Fraccari was elected as president of the International Baseball Federation in December 2009, succeeding American Harvey Schiller, and immediately set out to hold merger discussions with the International Softball Federation. He spearheaded negotiations to consolidate international baseball and softball to establish and successfully launch the World Baseball Softball Confederation in October 2012, uniting baseball and softball's global movements and streamlining the two sports' efforts to return to the Olympic Games.

In February 2015, Fraccari appointed Antonio Castro, the son of former Cuban leader Fidel Castro, as WBSC Global Ambassador and Kenyon & Kenyon Washington D.C.-based attorney Edward Colbert, brother of American political satirist Stephen Colbert, as WBSC General Counsel.

In less than three years since overseeing the establishment of the WBSC, Fraccari has elevated the new world ruling body to be considered among the Top 30 "Ultimate Sports Federations" in the world.

Fraccari has expanded international baseball properties to include a new flagship world tournament, the WBSC Premier 12 Professional Baseball National Team Championship, and also the Under-12 Baseball World Cup and the Under-21 Baseball World Cup, which impact baseball's World Rankings.

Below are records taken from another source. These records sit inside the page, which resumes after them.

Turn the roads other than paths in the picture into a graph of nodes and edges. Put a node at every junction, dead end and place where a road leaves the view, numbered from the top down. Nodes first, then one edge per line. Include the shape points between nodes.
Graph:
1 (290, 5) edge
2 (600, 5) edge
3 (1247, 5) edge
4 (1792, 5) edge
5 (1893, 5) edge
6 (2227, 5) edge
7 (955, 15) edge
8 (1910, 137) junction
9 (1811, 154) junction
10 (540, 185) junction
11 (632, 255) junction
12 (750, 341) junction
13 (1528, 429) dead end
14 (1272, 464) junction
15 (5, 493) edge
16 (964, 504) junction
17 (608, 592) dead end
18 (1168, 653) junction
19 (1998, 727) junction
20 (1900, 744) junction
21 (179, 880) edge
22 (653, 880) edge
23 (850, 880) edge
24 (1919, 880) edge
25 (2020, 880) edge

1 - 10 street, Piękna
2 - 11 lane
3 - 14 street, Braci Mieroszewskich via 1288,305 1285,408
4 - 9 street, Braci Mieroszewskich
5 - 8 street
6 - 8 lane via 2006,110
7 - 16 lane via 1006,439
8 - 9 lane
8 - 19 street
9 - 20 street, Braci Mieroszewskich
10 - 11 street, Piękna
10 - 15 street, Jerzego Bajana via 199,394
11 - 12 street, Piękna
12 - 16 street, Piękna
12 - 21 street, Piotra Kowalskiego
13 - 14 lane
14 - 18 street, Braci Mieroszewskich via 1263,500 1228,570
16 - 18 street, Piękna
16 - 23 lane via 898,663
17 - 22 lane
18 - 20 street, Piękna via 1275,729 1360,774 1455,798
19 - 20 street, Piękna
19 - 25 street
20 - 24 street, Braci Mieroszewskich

Under Fraccari, the world governing body for baseball also established the first-ever "Europe" team to compete in officially recognized international competitions, setting a historical precedent.

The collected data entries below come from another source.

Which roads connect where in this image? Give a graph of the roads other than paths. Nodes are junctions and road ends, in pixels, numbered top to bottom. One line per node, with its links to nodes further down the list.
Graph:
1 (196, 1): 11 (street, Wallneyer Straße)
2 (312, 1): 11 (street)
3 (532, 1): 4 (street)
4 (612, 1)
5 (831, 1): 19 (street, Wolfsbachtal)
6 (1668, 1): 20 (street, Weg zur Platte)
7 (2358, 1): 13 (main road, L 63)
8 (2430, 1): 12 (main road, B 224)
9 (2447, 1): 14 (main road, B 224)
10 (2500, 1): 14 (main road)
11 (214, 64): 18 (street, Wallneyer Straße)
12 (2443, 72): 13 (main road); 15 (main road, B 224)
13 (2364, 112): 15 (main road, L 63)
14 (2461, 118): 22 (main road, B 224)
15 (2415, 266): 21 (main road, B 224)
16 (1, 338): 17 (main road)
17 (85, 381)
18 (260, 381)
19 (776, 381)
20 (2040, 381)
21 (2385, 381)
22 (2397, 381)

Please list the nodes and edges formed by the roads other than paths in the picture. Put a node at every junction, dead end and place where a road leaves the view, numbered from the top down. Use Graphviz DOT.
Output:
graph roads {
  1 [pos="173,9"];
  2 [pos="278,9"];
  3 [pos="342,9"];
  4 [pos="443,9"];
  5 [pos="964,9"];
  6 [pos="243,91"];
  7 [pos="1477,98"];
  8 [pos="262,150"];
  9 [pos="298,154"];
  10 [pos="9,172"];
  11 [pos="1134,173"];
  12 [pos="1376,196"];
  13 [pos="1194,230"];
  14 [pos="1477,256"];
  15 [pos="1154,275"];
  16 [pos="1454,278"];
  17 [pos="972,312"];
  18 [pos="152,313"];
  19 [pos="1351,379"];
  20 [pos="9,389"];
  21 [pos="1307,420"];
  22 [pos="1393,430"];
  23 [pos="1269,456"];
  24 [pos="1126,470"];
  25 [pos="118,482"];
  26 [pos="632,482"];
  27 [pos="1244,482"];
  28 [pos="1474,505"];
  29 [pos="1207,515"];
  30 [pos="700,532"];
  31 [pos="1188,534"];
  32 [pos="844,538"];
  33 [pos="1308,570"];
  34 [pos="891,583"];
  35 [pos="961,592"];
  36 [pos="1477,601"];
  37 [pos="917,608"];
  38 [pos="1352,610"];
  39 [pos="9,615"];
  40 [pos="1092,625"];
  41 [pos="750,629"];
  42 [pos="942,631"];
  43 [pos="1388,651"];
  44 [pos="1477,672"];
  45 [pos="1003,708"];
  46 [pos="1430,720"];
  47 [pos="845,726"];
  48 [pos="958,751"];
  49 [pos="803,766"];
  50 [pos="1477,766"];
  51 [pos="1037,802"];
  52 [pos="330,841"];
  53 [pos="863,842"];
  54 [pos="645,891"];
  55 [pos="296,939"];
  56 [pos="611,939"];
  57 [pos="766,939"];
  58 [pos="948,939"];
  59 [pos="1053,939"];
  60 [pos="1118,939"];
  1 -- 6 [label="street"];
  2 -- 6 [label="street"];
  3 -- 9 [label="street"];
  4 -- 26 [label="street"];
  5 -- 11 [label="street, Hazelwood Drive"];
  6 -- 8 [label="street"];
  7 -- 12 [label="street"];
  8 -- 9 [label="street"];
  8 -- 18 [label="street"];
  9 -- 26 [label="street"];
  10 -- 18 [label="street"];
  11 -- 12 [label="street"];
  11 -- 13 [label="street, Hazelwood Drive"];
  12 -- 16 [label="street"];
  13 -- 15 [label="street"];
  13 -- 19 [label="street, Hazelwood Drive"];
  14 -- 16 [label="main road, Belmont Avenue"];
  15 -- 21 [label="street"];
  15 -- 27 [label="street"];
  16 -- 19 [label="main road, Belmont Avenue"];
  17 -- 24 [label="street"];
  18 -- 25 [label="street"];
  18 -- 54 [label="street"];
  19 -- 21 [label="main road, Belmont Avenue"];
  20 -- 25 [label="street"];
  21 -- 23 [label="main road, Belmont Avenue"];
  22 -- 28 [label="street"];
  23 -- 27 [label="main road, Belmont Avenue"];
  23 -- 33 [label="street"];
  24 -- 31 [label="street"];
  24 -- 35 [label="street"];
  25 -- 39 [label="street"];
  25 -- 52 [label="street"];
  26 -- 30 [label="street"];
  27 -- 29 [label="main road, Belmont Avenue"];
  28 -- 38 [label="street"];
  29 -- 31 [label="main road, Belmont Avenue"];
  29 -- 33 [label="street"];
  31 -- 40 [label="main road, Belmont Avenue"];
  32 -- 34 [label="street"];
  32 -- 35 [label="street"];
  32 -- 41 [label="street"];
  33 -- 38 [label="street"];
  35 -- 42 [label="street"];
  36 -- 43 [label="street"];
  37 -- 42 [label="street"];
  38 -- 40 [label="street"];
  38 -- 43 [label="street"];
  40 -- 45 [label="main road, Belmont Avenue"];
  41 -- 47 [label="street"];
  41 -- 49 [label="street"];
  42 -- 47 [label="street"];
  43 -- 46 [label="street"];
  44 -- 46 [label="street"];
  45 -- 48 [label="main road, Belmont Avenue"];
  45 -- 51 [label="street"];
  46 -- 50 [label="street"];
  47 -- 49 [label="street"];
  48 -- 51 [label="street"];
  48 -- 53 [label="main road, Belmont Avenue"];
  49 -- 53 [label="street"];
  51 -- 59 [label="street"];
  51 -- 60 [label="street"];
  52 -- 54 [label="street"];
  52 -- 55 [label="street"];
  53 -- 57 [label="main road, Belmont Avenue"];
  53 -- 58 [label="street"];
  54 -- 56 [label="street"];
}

Fraccari also serves as the current chairman of the Italian National Olympic Committee's (CONI) International Relations Exploratory Committee and is a member of the CONI Council. He was appointed a member of CONI's highest authoritative body, the Executive Board ("Giunta"), in August 2018.

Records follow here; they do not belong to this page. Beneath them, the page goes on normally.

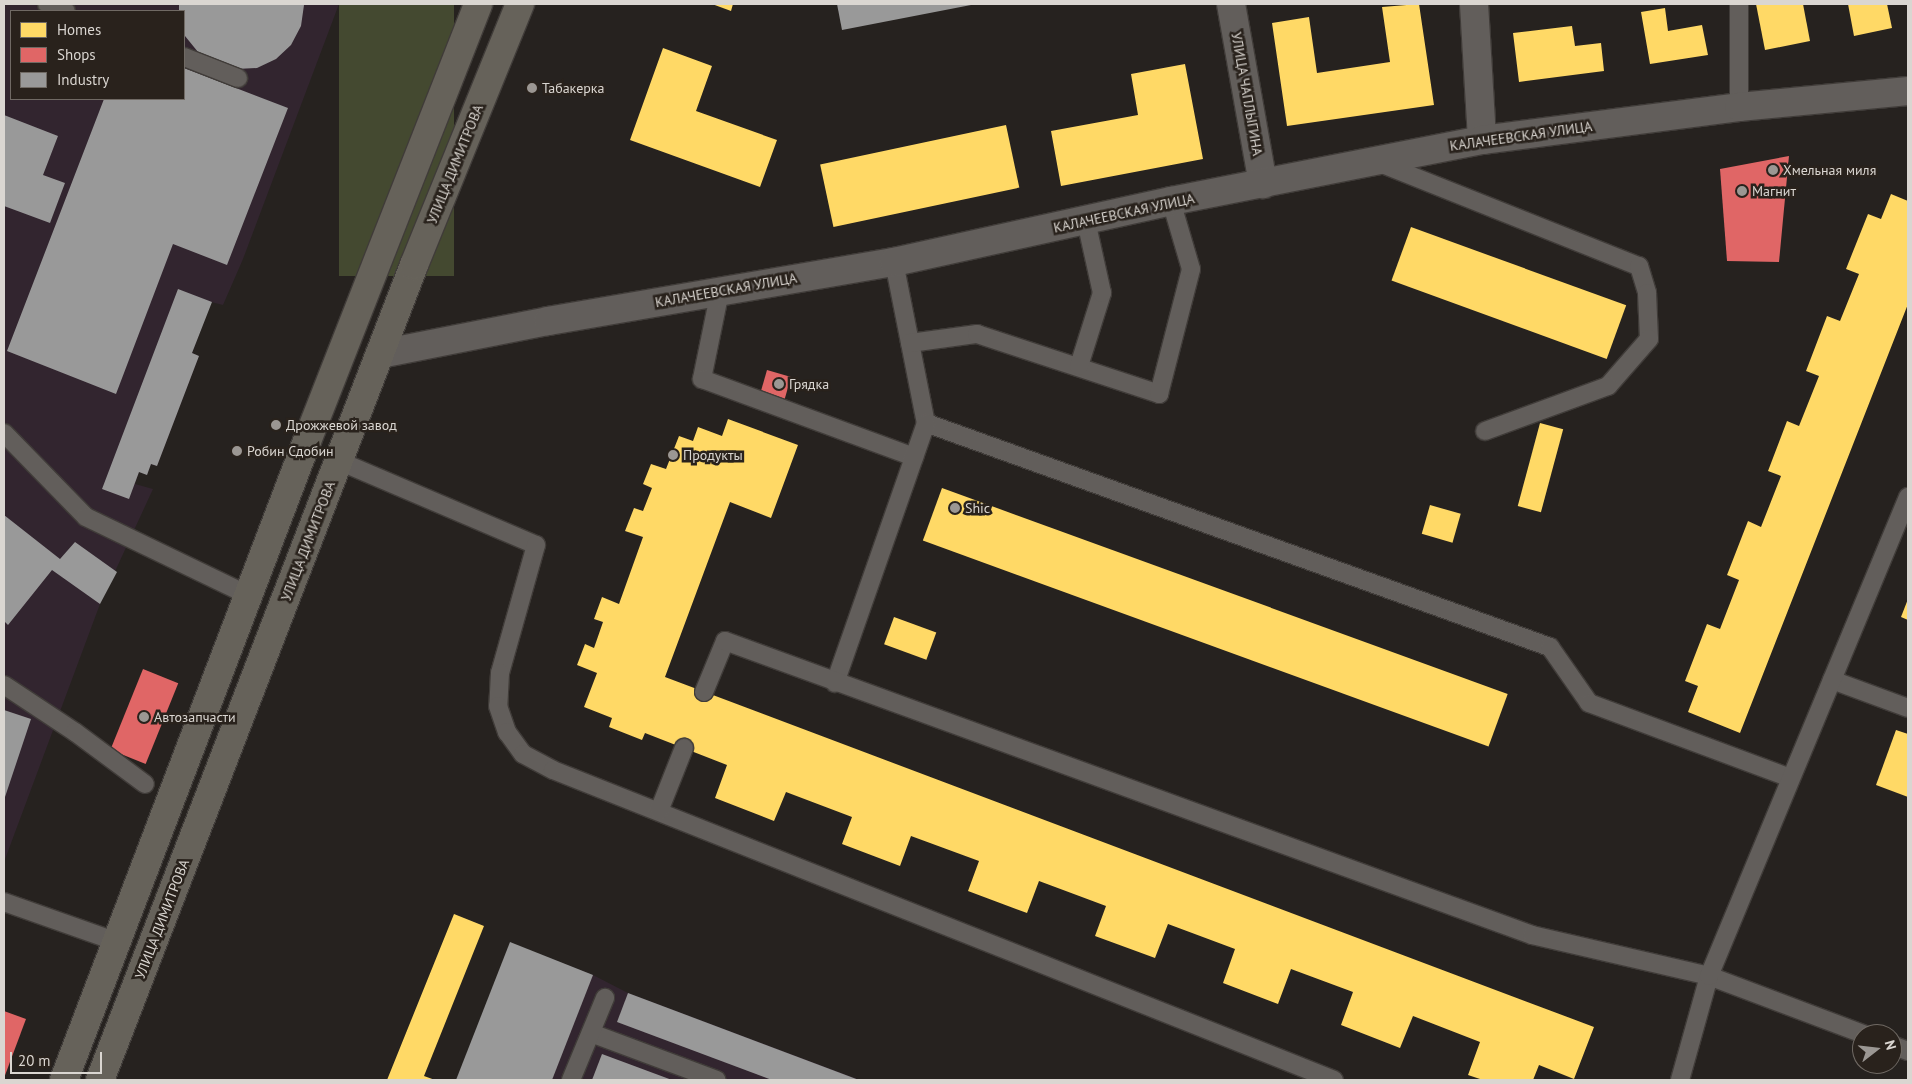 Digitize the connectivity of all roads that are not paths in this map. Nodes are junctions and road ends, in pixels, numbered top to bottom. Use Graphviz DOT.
graph roads {
  1 [pos="47,4"];
  2 [pos="478,4"];
  3 [pos="520,4"];
  4 [pos="1231,4"];
  5 [pos="1474,4"];
  6 [pos="1739,4"];
  7 [pos="63,10"];
  8 [pos="185,57"];
  9 [pos="238,78"];
  10 [pos="1908,91"];
  11 [pos="1738,107"];
  12 [pos="1482,140"];
  13 [pos="1372,160"];
  14 [pos="1263,184"];
  15 [pos="1171,201"];
  16 [pos="1086,222"];
  17 [pos="894,262"];
  18 [pos="720,291"];
  19 [pos="910,343"];
  20 [pos="344,346"];
  21 [pos="380,354"];
  22 [pos="1079,366"];
  23 [pos="926,424"];
  24 [pos="1485,431"];
  25 [pos="4,433"];
  26 [pos="914,457"];
  27 [pos="339,461"];
  28 [pos="1908,497"];
  29 [pos="1904,519"];
  30 [pos="250,596"];
  31 [pos="1832,680"];
  32 [pos="835,683"];
  33 [pos="4,684"];
  34 [pos="704,692"];
  35 [pos="1908,708"];
  36 [pos="684,748"];
  37 [pos="1791,778"];
  38 [pos="144,784"];
  39 [pos="659,811"];
  40 [pos="4,902"];
  41 [pos="115,941"];
  42 [pos="1709,976"];
  43 [pos="605,998"];
  44 [pos="1852,1030"];
  45 [pos="591,1033"];
  46 [pos="64,1080"];
  47 [pos="100,1080"];
  48 [pos="571,1080"];
  49 [pos="717,1080"];
  50 [pos="1334,1080"];
  51 [pos="1680,1080"];
  1 -- 7 [label="lane"];
  2 -- 20 [label="main road"];
  3 -- 21 [label="main road, УЛИЦА ДИМИТРОВА"];
  4 -- 14 [label="street, УЛИЦА ЧАПЛЫГИНА"];
  5 -- 12 [label="street"];
  6 -- 11 [label="lane"];
  8 -- 9 [label="lane"];
  10 -- 11 [label="street, КАЛАЧЕЕВСКАЯ УЛИЦА"];
  11 -- 12 [label="street, КАЛАЧЕЕВСКАЯ УЛИЦА"];
  12 -- 13 [label="street, КАЛАЧЕЕВСКАЯ УЛИЦА"];
  13 -- 14 [label="street, КАЛАЧЕЕВСКАЯ УЛИЦА"];
  13 -- 24 [label="lane"];
  14 -- 15 [label="street, КАЛАЧЕЕВСКАЯ УЛИЦА"];
  15 -- 16 [label="street, КАЛАЧЕЕВСКАЯ УЛИЦА"];
  15 -- 22 [label="lane"];
  16 -- 17 [label="street, КАЛАЧЕЕВСКАЯ УЛИЦА"];
  16 -- 22 [label="lane"];
  17 -- 18 [label="street, КАЛАЧЕЕВСКАЯ УЛИЦА"];
  17 -- 19 [label="lane"];
  18 -- 21 [label="street, КАЛАЧЕЕВСКАЯ УЛИЦА"];
  18 -- 26 [label="lane"];
  19 -- 22 [label="lane"];
  19 -- 23 [label="lane"];
  20 -- 21 [label="main road, КАЛАЧЕЕВСКАЯ УЛИЦА"];
  20 -- 30 [label="main road"];
  21 -- 27 [label="main road, УЛИЦА ДИМИТРОВА"];
  23 -- 26 [label="lane"];
  23 -- 37 [label="lane"];
  25 -- 30 [label="lane"];
  26 -- 32 [label="lane"];
  27 -- 39 [label="lane"];
  27 -- 47 [label="main road, УЛИЦА ДИМИТРОВА"];
  28 -- 29 [label="lane"];
  29 -- 31 [label="lane"];
  30 -- 41 [label="main road"];
  31 -- 35 [label="lane"];
  31 -- 37 [label="lane"];
  32 -- 34 [label="lane"];
  32 -- 42 [label="lane"];
  33 -- 38 [label="lane"];
  36 -- 39 [label="lane"];
  37 -- 42 [label="lane"];
  39 -- 50 [label="lane"];
  40 -- 41 [label="lane"];
  41 -- 46 [label="main road"];
  42 -- 44 [label="lane"];
  42 -- 51 [label="lane"];
  43 -- 45 [label="lane"];
  45 -- 48 [label="lane"];
  45 -- 49 [label="lane"];
}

In May 2013, Fraccari was elected as the Secretary General of the Association of IOC Recognised International Sports Federations.

In April 2018, Bulgaria's National Sports Academy of Sofia named Fraccari an Honorary Professor.

In May 2018, the WBSC under Fraccari established Baseball5, a new street/urban baseball discipline that only requires a ball.

Fraccari is also an advisory board member of the global sports think tank, Doha GOALS.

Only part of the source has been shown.